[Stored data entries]
Segment Open

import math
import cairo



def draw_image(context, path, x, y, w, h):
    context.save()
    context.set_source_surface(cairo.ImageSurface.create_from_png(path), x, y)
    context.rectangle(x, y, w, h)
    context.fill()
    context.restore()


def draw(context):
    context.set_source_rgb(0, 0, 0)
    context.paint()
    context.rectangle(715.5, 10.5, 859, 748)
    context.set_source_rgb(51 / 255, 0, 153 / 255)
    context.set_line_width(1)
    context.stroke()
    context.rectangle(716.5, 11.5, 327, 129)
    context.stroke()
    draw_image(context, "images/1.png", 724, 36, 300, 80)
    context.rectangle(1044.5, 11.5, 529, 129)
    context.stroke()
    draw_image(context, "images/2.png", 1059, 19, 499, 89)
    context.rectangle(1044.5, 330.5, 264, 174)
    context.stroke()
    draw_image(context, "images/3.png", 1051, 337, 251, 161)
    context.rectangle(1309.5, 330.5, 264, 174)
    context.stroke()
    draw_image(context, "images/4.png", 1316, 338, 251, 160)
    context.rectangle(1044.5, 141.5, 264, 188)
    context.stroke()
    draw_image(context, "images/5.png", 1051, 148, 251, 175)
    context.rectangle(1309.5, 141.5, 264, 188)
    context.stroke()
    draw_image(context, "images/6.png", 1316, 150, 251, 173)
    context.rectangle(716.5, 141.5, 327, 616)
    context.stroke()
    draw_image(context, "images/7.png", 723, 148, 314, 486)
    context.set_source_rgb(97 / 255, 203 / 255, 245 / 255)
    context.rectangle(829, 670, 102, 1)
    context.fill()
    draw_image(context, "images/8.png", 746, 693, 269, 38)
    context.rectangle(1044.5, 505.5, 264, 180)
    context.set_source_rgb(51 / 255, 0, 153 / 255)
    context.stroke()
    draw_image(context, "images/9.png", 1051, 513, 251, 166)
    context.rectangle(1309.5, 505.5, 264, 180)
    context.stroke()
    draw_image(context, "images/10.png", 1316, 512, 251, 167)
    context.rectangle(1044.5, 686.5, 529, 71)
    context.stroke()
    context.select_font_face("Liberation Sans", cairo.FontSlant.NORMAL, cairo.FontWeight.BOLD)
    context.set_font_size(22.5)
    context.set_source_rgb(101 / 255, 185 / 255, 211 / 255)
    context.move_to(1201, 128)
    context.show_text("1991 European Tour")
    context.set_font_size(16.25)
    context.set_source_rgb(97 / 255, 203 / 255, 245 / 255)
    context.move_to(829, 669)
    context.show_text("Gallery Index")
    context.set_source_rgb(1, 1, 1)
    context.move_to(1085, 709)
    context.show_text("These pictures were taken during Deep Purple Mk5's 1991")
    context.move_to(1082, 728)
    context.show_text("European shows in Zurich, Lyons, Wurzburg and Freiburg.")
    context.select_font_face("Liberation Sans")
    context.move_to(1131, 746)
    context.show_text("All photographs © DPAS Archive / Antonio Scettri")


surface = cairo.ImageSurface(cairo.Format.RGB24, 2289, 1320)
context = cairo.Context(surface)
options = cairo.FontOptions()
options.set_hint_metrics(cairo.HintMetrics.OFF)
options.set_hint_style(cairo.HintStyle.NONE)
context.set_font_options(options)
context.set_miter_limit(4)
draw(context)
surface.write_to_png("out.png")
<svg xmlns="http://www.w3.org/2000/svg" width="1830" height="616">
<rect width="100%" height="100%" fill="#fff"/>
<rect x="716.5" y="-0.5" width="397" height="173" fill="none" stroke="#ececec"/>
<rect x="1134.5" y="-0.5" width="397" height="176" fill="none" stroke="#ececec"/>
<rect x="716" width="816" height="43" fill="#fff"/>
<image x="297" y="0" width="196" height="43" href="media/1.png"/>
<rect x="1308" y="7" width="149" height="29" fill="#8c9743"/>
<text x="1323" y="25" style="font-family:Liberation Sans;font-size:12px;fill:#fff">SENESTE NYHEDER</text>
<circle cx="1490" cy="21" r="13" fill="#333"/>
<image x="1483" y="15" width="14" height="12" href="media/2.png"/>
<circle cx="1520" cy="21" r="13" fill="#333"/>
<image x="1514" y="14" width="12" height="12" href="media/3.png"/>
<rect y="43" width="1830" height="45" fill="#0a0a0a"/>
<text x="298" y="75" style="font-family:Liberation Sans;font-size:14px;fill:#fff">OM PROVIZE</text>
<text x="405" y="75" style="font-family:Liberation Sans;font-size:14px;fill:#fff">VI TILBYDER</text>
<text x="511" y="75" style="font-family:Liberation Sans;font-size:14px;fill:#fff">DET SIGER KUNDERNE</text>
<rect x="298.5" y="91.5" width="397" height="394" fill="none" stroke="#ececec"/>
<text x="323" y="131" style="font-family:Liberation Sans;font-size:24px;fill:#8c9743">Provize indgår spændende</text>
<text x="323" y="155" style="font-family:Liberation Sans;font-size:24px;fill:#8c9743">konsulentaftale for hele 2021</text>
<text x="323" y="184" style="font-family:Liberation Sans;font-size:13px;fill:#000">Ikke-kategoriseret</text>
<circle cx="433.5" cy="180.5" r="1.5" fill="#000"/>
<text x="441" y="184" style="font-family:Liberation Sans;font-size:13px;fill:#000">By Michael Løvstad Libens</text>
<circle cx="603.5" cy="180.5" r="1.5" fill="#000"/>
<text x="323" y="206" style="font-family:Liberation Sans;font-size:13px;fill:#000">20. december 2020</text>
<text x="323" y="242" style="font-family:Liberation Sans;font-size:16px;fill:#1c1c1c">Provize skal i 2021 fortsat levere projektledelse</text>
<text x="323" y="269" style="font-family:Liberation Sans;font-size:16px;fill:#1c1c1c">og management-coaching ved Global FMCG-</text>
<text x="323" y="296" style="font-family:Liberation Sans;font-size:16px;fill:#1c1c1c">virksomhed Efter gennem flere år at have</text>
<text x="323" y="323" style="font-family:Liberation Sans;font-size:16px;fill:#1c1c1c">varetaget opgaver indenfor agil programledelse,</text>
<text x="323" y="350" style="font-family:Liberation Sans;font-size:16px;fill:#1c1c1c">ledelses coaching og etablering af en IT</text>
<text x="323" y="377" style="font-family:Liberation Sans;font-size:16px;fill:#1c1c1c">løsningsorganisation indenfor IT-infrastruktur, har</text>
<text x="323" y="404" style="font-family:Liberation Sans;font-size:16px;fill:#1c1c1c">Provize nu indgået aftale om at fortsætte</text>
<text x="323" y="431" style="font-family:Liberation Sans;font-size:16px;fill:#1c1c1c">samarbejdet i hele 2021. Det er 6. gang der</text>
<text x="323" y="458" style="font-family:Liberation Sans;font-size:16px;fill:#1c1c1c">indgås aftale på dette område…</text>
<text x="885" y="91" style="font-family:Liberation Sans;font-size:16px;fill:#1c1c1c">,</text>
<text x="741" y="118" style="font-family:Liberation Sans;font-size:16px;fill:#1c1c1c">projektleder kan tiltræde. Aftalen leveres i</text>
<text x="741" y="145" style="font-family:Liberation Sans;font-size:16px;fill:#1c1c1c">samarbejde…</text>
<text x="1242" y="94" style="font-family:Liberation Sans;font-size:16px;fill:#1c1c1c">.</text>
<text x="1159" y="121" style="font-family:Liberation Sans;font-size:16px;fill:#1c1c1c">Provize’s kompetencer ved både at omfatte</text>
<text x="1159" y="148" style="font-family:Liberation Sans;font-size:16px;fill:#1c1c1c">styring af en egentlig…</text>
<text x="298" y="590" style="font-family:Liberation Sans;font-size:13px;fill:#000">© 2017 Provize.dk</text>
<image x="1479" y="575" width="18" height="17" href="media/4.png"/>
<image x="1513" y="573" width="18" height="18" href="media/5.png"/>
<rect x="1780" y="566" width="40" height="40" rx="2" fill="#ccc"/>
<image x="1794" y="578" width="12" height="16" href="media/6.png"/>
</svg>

Segment Closed

Goal of the exercise:
For this exercise, repeat exactly the lines of the data above from the one with "indenfor IT-infrastruktur, har</text>" down to the one with "om at fortsætte</text>", both end lines included.

Solution:
<text x="323" y="377" style="font-family:Liberation Sans;font-size:16px;fill:#1c1c1c">løsningsorganisation indenfor IT-infrastruktur, har</text>
<text x="323" y="404" style="font-family:Liberation Sans;font-size:16px;fill:#1c1c1c">Provize nu indgået aftale om at fortsætte</text>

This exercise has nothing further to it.